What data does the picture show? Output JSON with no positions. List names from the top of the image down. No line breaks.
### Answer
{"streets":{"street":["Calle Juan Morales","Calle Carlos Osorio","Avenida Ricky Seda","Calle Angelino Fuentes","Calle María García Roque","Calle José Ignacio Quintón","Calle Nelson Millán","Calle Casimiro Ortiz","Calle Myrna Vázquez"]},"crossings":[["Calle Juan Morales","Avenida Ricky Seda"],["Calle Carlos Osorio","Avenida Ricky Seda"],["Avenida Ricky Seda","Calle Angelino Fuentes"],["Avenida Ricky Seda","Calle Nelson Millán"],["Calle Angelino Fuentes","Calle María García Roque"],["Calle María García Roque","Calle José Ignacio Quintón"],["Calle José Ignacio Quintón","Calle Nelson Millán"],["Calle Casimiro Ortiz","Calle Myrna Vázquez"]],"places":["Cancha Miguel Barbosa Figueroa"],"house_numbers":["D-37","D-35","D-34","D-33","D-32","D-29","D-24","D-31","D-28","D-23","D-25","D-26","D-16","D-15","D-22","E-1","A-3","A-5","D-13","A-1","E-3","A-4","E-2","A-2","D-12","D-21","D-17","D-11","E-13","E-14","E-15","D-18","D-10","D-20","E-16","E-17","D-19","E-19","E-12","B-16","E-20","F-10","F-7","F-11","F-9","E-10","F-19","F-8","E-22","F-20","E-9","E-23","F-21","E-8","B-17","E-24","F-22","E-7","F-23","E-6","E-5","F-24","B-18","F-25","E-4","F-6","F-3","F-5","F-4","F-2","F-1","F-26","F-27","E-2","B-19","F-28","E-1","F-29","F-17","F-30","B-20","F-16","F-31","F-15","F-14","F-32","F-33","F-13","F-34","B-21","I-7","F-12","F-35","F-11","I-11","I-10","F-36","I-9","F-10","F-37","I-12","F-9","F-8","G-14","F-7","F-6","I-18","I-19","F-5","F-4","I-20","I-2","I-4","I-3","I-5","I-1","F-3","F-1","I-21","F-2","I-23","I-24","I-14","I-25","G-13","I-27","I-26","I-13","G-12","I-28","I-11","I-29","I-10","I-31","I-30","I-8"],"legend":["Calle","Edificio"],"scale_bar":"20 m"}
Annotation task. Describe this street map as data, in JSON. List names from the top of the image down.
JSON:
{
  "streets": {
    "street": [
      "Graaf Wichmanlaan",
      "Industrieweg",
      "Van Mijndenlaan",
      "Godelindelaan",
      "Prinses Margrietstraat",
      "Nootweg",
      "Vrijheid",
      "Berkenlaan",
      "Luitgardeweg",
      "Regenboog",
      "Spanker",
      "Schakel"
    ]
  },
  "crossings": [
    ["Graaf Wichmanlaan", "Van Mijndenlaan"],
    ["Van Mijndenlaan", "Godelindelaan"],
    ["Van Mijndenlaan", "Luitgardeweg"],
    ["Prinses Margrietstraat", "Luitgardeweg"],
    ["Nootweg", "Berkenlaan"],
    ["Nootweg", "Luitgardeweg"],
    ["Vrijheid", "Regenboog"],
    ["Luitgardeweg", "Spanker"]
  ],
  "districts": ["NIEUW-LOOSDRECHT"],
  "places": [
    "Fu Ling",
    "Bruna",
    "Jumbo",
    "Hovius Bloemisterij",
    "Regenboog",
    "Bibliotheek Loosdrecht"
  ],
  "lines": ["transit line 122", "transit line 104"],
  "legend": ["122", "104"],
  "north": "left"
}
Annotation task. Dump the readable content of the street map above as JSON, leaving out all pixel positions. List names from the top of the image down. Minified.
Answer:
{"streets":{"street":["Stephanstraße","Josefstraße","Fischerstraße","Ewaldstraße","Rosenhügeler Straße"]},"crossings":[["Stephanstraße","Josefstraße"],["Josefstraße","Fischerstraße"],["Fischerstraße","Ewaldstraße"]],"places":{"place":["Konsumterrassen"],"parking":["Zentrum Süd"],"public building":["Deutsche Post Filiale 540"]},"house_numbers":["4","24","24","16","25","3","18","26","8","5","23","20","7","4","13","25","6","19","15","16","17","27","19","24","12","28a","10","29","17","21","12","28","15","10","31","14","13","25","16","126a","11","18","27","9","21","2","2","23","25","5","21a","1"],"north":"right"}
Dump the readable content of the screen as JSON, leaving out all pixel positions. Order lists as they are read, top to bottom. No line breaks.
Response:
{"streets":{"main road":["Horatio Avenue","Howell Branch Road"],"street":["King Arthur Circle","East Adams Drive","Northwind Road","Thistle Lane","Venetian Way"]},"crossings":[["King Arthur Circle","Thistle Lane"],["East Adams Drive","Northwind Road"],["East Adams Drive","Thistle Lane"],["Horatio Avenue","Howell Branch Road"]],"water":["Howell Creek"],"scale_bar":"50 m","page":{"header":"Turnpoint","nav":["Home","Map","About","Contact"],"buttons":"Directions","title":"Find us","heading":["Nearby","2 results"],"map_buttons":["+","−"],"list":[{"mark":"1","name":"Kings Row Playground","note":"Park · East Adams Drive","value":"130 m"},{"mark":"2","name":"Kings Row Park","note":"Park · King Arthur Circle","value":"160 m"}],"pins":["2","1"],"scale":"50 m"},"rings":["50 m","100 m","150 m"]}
++++
### WHAT THIS TASK INVOLVES
If a line in the records above contains the word "from", copy it.

### SOLVED EXERCISE
What data does the picture show? Output JSON with no positions. List names from the top of the image down. No line breaks.
Annotation task. Describe this street map as data, in JSON. List names from the top of the image down.
Annotation task. Dump the readable content of the street map above as JSON, leaving out all pixel positions. List names from the top of the image down. Minified.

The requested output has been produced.